As a coach, I’m always trying to influence and create better decision-makers. A great way to do that is to teach simple frameworks that can influence my player’s mindset when playing. One of these that I like to use is around what kind of puck they are receiving: a possession puck or an attacking puck.
A “Possession puck” is a puck in conditions that are a bit dirty. Therefore the best option is to make a simple play to keep possession and play the long game to continually improve the conditions of the puck and play.
A few examples:
Players are under pressure
The player receiving the puck is stationary
Receiving the puck with limited ice vision (e.g. back to the middle)
Here is an example of two players having possession pucks. Both players one-touch the puck to players who have better conditions to attack and see the ice.

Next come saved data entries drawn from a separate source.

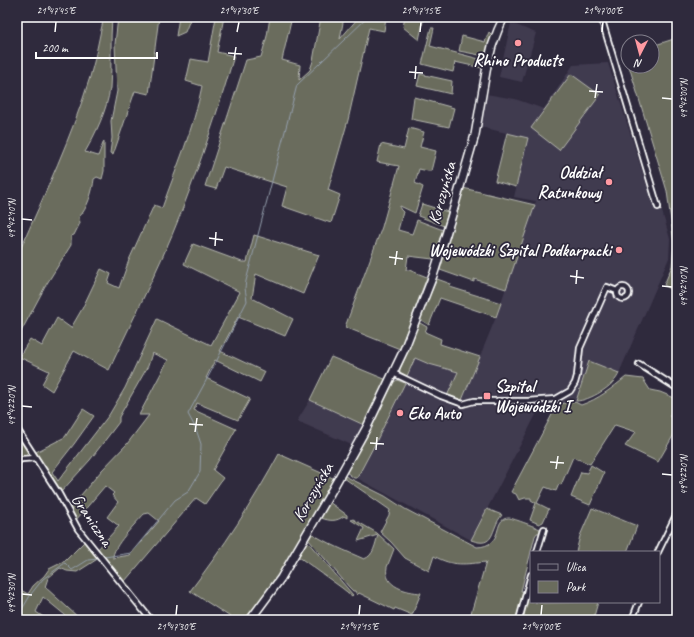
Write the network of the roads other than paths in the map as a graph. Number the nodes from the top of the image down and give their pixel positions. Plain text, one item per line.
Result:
1 (504, 17) edge
2 (601, 17) edge
3 (658, 207) dead end
4 (617, 291) dead end
5 (639, 364) dead end
6 (393, 373) junction
7 (677, 388) edge
8 (17, 429) edge
9 (35, 458) junction
10 (17, 460) edge
11 (677, 513) edge
12 (544, 529) dead end
13 (537, 551) edge
14 (658, 551) edge
15 (530, 579) edge
16 (639, 603) edge
17 (151, 620) edge
18 (250, 620) edge
19 (519, 620) edge
20 (632, 620) edge

1 - 6 main road, Korczyńska
2 - 3 street
4 - 6 street
5 - 7 street
6 - 18 main road, Korczyńska
8 - 9 street, Graniczna
9 - 10 street
9 - 17 street, Graniczna
11 - 14 street
12 - 13 street
15 - 19 street
16 - 20 street

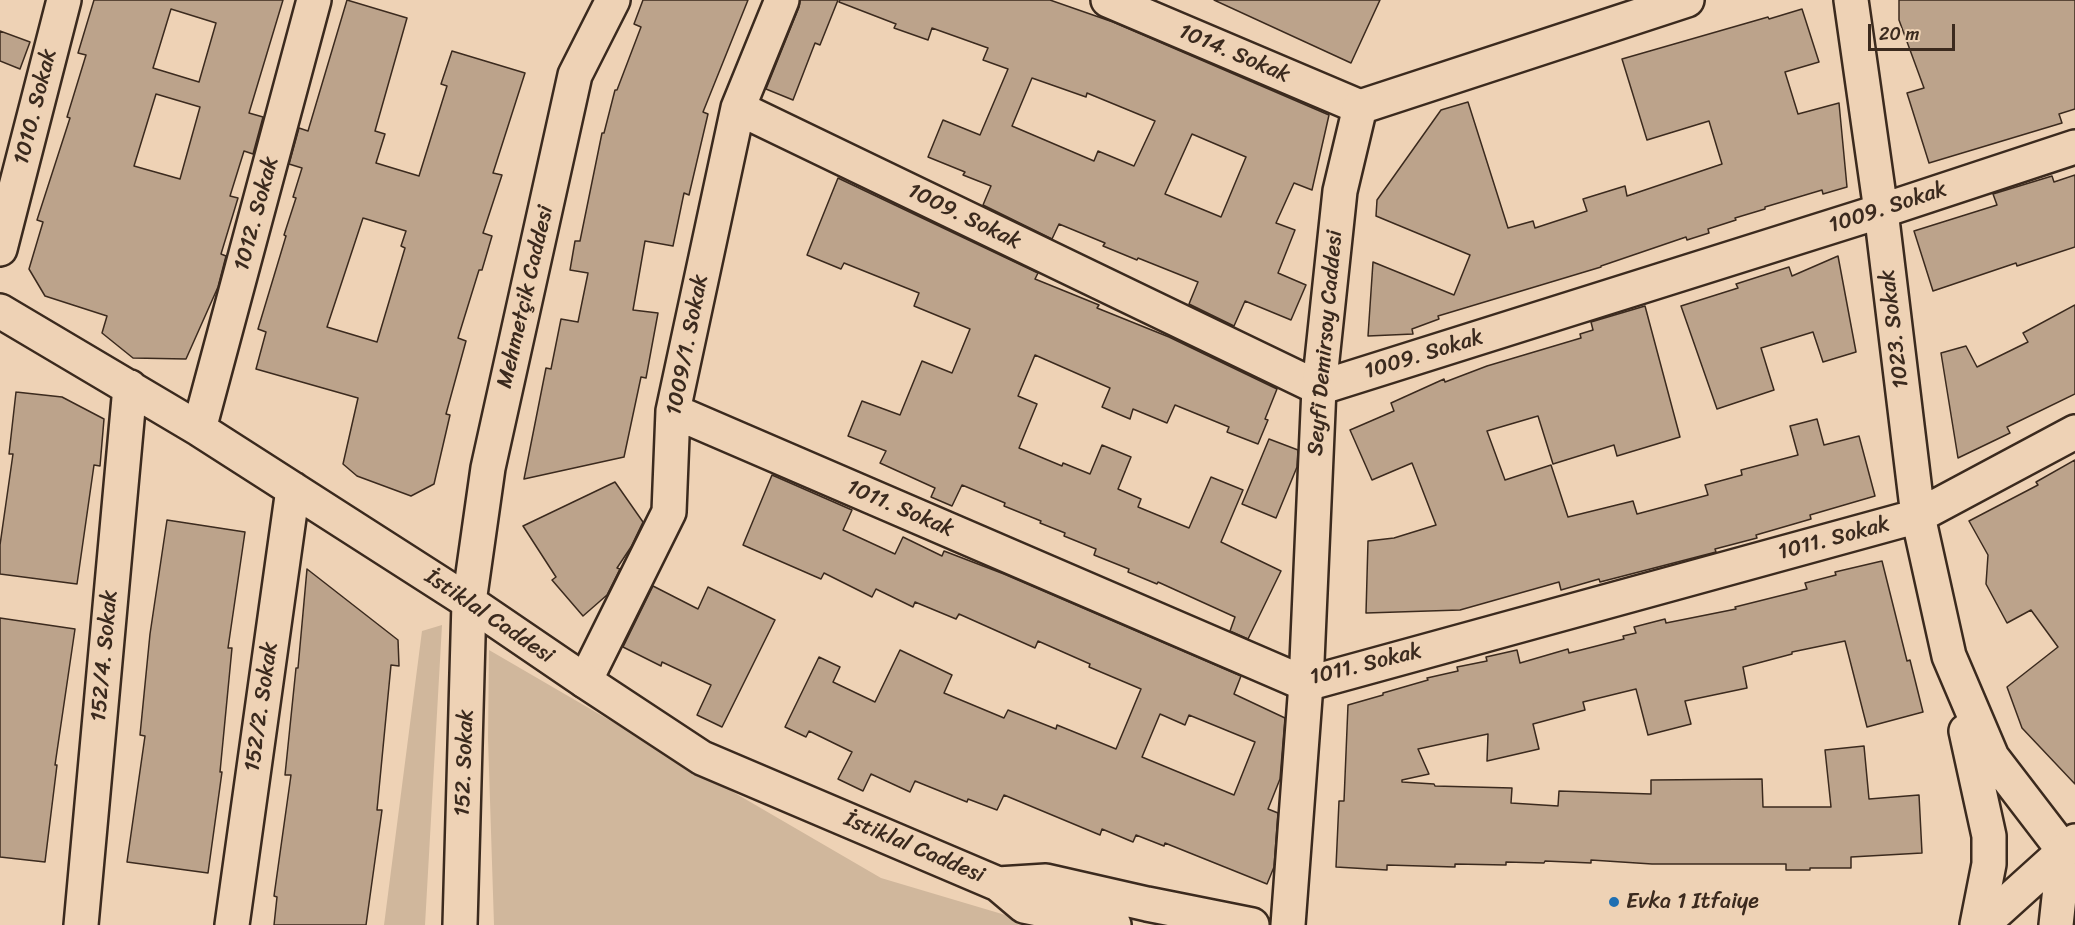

An “Attack puck” is a puck that can be used to be the aggressor and attack the defense.
A few examples:
Receiving a puck with a positive speed differential
Receiving a puck with a negative speed differential
Have space and clean vision
Here is a great example of creating a negative speed differential by controlling skating to “fold under.” The space opens up in front of the goal scorer and is in a prime opportunity to attack the net.
With any play in hockey, the goal is to always improve the conditions of the puck’s situation.
Having your back to the middle of the ice isn’t ideal, but with some patience and deception, players can turn possession pucks into attacking pucks.
A simple framework like possession puck vs attacking puck may seem silly to some, but we think it’s a highly effective way to think about the game.